→ REQUIRED WORK
Using the data below, copy each line that includes the word "Λυκούργου".

→ Stored items

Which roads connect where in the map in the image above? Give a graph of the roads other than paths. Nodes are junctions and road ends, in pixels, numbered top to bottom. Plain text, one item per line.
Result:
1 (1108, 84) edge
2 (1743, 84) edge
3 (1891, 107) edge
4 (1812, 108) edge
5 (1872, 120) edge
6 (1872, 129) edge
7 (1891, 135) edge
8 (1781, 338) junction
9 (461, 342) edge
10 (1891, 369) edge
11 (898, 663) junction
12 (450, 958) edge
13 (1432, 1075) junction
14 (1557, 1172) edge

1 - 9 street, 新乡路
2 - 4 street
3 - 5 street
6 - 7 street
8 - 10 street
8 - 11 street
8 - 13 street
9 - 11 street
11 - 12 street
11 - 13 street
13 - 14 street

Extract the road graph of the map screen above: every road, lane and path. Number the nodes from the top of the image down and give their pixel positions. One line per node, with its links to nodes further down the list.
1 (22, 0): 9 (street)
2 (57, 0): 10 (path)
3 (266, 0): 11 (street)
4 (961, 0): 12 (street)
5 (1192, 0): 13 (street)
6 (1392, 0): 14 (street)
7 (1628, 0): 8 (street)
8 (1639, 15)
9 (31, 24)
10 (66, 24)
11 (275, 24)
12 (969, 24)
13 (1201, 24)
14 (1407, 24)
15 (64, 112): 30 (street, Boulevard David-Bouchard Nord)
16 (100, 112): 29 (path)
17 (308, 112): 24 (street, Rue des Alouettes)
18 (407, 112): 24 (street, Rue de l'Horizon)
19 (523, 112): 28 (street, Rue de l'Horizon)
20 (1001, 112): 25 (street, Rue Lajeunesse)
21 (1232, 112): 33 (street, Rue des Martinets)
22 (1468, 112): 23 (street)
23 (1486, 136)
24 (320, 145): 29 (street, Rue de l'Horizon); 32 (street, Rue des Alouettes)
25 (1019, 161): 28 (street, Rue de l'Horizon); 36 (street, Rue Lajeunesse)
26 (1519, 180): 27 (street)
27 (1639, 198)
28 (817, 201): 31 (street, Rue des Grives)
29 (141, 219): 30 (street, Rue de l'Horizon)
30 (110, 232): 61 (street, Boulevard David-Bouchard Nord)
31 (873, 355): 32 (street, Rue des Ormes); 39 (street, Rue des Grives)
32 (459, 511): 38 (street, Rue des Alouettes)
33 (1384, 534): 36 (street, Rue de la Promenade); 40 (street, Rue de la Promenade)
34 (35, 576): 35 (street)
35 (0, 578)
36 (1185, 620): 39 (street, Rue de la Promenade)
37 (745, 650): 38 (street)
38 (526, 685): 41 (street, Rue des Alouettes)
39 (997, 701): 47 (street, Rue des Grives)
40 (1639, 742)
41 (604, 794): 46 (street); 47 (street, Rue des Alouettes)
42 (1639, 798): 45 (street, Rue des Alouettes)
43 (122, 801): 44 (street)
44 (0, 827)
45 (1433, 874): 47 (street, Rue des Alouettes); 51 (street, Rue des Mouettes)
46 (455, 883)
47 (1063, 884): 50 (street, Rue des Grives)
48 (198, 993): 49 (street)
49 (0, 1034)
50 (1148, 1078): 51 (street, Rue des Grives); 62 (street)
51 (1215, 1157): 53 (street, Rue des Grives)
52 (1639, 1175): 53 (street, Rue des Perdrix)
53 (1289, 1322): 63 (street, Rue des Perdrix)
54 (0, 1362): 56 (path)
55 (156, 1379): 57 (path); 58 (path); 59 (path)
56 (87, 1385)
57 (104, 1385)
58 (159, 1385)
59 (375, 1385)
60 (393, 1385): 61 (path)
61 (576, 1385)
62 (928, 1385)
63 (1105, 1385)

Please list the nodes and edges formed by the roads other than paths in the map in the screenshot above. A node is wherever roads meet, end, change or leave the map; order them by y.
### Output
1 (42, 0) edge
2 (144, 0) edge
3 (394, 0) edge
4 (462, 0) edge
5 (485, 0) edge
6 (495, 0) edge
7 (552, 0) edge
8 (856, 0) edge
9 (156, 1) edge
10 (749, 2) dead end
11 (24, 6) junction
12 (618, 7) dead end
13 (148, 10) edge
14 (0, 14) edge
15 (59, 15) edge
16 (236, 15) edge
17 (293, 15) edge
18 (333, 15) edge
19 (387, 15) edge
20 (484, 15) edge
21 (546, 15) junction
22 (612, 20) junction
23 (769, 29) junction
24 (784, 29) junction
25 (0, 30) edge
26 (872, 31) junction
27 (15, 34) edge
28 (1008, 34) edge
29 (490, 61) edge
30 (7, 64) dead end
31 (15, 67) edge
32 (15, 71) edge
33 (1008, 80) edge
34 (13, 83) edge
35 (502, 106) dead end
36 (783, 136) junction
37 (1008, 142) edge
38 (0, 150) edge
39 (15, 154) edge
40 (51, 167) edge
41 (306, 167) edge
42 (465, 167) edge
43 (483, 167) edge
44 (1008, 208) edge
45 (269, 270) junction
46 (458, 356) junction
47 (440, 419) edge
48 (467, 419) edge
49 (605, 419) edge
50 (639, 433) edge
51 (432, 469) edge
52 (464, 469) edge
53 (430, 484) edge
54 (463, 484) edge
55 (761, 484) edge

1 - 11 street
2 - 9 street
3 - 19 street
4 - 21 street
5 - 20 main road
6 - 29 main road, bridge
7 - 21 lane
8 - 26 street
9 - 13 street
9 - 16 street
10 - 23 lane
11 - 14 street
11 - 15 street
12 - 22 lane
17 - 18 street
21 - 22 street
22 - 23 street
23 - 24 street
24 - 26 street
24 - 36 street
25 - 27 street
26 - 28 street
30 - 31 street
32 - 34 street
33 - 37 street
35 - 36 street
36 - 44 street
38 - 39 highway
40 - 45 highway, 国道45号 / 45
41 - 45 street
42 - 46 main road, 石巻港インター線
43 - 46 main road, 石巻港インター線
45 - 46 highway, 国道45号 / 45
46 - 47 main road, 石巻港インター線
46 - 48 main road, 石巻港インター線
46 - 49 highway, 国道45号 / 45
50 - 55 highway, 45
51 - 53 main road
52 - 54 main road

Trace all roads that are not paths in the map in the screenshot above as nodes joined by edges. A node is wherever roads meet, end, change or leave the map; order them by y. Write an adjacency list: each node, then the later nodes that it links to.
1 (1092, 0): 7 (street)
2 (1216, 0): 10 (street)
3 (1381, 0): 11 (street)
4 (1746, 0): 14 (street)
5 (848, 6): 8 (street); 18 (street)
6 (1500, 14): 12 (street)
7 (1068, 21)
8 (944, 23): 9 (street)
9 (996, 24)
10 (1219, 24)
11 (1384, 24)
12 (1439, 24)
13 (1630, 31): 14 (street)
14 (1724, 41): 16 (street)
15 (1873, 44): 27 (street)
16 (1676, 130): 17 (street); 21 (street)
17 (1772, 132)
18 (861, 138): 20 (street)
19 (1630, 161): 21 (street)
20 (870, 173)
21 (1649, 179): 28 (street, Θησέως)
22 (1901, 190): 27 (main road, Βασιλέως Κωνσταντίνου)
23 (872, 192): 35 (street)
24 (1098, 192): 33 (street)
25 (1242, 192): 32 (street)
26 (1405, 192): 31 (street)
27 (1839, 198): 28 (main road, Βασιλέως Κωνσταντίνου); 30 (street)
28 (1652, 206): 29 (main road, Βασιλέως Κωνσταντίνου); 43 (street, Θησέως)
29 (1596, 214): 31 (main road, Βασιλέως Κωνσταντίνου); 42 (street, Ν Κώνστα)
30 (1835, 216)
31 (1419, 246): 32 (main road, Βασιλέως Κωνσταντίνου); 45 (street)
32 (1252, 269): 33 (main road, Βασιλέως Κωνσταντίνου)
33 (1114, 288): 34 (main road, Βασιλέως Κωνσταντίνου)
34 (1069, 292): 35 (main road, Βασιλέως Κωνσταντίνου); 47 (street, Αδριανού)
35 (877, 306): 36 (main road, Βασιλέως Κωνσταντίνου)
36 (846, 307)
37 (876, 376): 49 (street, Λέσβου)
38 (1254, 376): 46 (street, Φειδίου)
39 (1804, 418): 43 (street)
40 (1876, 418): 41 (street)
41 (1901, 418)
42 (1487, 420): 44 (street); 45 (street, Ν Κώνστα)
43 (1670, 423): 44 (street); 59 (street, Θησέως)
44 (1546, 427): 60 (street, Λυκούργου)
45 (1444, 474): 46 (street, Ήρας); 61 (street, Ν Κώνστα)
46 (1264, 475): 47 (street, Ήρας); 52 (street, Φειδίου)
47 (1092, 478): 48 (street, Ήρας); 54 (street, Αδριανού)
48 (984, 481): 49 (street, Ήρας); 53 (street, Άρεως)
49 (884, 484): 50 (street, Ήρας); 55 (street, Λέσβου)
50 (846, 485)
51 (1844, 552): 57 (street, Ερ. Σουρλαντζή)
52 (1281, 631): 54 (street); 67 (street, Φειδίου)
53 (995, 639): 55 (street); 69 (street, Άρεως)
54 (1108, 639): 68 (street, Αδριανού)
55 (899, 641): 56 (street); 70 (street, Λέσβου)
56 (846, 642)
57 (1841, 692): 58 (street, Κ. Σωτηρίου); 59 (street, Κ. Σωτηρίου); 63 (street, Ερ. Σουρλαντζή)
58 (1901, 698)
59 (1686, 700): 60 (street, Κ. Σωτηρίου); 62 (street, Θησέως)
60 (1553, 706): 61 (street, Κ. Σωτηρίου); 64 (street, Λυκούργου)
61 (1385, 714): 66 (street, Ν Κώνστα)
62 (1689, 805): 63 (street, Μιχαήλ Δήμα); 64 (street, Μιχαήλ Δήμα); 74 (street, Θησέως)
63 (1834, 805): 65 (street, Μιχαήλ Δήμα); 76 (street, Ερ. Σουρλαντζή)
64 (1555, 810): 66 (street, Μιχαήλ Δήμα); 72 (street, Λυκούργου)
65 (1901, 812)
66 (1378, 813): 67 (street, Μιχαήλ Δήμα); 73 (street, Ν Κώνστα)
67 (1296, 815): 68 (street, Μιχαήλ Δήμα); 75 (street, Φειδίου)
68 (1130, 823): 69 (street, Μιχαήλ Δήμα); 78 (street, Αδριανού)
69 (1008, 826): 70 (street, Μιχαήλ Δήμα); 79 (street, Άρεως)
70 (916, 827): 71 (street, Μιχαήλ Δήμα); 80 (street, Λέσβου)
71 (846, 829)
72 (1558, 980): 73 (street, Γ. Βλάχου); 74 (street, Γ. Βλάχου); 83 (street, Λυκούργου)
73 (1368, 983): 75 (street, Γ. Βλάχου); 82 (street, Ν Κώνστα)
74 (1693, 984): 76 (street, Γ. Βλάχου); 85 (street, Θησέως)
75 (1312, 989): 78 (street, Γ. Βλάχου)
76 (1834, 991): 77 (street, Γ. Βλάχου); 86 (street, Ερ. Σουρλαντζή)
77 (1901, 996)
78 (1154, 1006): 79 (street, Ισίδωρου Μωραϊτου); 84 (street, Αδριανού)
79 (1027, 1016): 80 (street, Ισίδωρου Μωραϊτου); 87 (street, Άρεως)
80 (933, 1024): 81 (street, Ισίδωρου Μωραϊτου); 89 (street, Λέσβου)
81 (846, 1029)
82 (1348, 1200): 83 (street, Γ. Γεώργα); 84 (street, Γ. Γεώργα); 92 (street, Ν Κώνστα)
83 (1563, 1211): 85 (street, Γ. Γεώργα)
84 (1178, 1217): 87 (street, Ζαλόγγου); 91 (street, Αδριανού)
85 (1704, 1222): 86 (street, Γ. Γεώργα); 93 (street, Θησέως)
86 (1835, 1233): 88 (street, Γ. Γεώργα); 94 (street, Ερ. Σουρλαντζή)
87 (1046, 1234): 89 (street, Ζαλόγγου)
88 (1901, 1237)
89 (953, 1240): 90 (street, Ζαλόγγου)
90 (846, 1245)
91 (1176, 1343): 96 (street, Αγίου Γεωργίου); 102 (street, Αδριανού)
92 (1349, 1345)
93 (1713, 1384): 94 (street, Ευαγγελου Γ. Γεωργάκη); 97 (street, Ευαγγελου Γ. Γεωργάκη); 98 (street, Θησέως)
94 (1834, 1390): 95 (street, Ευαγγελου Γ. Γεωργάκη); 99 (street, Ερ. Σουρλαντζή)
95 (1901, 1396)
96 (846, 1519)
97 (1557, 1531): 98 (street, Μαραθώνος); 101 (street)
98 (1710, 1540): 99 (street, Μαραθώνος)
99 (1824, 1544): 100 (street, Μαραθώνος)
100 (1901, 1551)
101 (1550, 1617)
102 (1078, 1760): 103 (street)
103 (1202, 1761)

→ ANSWER BOX
44 (1546, 427): 60 (street, Λυκούργου)
60 (1553, 706): 61 (street, Κ. Σωτηρίου); 64 (street, Λυκούργου)
64 (1555, 810): 66 (street, Μιχαήλ Δήμα); 72 (street, Λυκούργου)
72 (1558, 980): 73 (street, Γ. Βλάχου); 74 (street, Γ. Βλάχου); 83 (street, Λυκούργου)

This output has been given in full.